The need and desire to feel safe in today’s world has become a handy justification for the implementation of measures that threaten the foundations of democracy and social life. It is odd that cities had never before counted on so many security measures, but never before the feeling of insecurity has been so present. Agreements have been made, according to city planner Peter Marcuse , in order to promote the physical 1 “bunkerization” of space (controlled indoors, such as shopping malls or office buildings, containing within them all the facilities necessary to work, eat or relax) up to the social “bunkerization” of all democratic activity (the limitation of movement, freedom and action, the decline in social and political participation, the growth of exclusion…). This creates new sociopolitical realities where security is exchanged for a restriction of freedoms. Power needs a fearful, insecure and vulnerable society. To keep it, people have to be submissive and in this way consolidate the power’s efficiency. However, we cannot forget that the expression of power is becoming less and less visible, and therefore its influence is difficult to recognize, to anticipate and bear up. The exercise of power is gradually more elusive and insidious, it is everywhere and nowhere, it is ubiquitous, absent, invisible… To this wicked and endless game, that creates fear and creates, at the same time, many and various systems to control it, also referred Faraway, So Close!.
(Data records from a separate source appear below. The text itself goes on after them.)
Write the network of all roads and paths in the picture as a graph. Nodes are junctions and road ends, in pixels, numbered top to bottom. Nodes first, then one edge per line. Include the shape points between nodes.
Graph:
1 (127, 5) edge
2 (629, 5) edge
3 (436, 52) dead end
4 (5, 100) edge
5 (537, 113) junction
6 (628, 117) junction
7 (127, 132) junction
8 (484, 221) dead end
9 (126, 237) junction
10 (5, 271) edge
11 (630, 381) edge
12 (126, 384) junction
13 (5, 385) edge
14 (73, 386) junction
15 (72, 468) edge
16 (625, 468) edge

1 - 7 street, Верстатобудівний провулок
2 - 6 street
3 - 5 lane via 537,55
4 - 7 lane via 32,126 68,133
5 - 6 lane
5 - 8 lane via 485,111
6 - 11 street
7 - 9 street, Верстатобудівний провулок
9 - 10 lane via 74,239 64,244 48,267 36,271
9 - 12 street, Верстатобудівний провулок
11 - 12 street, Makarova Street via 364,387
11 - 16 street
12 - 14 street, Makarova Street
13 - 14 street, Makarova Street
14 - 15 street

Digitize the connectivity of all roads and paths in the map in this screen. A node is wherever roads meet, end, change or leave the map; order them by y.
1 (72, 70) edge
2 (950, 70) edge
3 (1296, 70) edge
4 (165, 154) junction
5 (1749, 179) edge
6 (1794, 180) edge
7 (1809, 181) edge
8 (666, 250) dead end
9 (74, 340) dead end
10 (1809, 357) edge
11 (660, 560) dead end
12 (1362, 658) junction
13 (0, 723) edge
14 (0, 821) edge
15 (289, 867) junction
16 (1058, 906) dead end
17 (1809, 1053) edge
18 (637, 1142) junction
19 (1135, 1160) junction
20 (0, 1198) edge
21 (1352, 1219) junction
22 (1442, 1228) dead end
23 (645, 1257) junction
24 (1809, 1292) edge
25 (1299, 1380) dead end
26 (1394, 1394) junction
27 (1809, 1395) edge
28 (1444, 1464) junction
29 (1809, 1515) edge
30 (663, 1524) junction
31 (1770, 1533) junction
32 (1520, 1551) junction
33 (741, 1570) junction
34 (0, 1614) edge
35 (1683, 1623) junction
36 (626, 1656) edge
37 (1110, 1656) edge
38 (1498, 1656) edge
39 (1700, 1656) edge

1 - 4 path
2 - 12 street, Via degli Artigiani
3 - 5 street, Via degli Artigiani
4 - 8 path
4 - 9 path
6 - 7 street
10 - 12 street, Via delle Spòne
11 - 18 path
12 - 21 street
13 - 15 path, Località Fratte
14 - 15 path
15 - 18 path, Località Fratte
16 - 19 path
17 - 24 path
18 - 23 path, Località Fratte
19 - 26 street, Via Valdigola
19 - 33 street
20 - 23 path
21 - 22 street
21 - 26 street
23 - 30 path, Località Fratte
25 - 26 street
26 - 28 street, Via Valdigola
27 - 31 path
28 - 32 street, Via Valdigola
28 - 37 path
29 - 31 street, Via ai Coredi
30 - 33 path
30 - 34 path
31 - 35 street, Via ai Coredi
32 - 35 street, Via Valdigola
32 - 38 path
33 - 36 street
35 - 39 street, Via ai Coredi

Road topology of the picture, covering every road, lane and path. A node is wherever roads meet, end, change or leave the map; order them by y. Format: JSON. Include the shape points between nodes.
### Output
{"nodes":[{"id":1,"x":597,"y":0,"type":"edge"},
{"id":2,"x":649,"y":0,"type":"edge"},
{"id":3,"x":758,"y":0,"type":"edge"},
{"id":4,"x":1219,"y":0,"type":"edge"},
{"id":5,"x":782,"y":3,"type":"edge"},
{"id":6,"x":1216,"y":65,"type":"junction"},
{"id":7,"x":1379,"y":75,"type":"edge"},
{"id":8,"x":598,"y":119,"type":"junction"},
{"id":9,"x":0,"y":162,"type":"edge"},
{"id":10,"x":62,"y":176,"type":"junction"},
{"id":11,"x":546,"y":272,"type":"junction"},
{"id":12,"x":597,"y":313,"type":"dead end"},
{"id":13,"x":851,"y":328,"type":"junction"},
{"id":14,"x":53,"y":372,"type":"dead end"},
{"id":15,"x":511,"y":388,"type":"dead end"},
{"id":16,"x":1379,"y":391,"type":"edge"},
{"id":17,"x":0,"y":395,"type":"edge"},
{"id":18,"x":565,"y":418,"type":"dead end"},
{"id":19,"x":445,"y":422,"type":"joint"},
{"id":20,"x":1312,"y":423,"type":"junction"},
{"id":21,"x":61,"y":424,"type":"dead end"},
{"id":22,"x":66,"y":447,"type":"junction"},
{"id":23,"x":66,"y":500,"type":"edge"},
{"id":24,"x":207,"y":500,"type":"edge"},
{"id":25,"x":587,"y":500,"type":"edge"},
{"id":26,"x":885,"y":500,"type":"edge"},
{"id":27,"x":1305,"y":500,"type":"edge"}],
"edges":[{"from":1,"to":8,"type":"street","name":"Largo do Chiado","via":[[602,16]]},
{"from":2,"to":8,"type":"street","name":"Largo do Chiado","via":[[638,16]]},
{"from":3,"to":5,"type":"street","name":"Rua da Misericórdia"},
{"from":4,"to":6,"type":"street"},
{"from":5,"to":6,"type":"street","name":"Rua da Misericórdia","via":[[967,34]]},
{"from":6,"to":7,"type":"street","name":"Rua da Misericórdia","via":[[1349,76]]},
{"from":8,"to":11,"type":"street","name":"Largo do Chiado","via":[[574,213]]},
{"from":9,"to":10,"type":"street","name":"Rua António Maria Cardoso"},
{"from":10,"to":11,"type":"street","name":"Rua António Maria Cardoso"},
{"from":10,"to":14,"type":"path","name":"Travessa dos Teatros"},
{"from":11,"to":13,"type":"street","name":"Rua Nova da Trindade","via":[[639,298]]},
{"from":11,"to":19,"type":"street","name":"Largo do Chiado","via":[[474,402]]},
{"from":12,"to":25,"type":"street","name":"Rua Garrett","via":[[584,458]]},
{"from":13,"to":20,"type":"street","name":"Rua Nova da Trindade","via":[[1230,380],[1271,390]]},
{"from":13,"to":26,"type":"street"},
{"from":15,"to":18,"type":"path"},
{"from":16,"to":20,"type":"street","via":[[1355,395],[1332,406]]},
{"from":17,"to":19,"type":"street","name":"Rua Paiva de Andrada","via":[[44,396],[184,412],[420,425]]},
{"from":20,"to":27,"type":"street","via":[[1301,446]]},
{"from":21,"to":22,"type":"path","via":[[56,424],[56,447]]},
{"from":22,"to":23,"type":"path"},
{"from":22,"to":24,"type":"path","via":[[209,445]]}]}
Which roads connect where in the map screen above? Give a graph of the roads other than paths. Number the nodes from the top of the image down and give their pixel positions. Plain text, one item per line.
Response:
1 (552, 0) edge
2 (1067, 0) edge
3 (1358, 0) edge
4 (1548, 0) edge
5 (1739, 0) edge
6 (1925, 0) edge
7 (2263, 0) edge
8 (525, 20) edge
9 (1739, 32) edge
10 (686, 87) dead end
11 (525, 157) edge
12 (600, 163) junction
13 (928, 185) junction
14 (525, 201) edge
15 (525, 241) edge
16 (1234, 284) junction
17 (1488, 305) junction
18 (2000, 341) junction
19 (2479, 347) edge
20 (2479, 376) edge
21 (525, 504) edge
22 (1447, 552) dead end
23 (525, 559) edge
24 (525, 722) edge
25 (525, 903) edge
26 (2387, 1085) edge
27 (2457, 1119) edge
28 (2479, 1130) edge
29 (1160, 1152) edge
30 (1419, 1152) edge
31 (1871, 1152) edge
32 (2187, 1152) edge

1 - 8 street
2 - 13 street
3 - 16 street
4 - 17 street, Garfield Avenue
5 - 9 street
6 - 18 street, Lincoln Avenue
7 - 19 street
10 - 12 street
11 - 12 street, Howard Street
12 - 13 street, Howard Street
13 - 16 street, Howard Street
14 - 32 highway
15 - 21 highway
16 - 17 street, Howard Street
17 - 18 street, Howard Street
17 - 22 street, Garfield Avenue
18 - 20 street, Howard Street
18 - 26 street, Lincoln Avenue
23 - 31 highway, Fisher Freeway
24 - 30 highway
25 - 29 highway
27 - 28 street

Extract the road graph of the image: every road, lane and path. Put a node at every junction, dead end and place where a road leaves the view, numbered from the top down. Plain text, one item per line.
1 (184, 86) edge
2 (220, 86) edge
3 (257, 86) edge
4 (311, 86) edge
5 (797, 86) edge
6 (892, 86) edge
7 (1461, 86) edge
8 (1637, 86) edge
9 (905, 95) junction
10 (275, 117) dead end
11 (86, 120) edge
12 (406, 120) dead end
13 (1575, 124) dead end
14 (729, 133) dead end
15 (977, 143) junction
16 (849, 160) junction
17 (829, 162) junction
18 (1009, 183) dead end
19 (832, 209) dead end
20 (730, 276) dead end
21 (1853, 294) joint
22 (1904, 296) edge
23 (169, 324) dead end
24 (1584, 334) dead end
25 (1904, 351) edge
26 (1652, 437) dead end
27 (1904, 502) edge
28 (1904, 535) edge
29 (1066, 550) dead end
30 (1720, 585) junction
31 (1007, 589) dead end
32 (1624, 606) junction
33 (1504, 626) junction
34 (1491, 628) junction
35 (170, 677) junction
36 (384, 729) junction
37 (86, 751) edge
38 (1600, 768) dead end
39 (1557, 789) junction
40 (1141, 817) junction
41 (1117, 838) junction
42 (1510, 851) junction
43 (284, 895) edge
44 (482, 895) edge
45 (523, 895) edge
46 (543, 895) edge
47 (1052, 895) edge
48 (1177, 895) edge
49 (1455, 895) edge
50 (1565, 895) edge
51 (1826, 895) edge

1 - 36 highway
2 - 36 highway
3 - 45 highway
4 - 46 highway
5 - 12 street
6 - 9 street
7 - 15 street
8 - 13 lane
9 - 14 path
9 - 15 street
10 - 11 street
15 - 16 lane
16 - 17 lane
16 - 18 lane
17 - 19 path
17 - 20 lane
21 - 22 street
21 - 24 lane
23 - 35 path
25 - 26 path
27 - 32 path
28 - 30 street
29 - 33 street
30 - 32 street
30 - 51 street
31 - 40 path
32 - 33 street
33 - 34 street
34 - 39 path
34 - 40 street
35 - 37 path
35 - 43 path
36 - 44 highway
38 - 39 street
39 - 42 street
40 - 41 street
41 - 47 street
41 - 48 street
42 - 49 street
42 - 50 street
1) Peter Marcuse, After the World Trade Center. Cuadernos de arquitectura y urbanismo, Barcelona. 2002
Carolina Jiménez, (Madrid, 1983). Journalist and cultural manager. Lives and works in Berlin. As a political journalist, she has worked in Spanish media like Cadena SER, Agencia EFE and Temas magazines. In the cultural sector she collaborated with contemporary art centers such as Matadero Madrid or La Casa Encendida in Spain. In 2012 he moved to Berlin after being selected to participate in the residency for curators of Node Center for Curatorial Studies. In Berlin she has curated the exhibitions Faraway, So Close! at Fichte-Bunker, We Can Draw It in GlogauAir and Coversation With Alice in Altes Finanzamt. He has been coordinator and manager of SAVVY Contemporary, award for best independent space Projekträume 2013 by the Senate of Berlin (Berliner Senat). She is currently in charge of the communication at Node Center for Curatorial Studies-Berlin.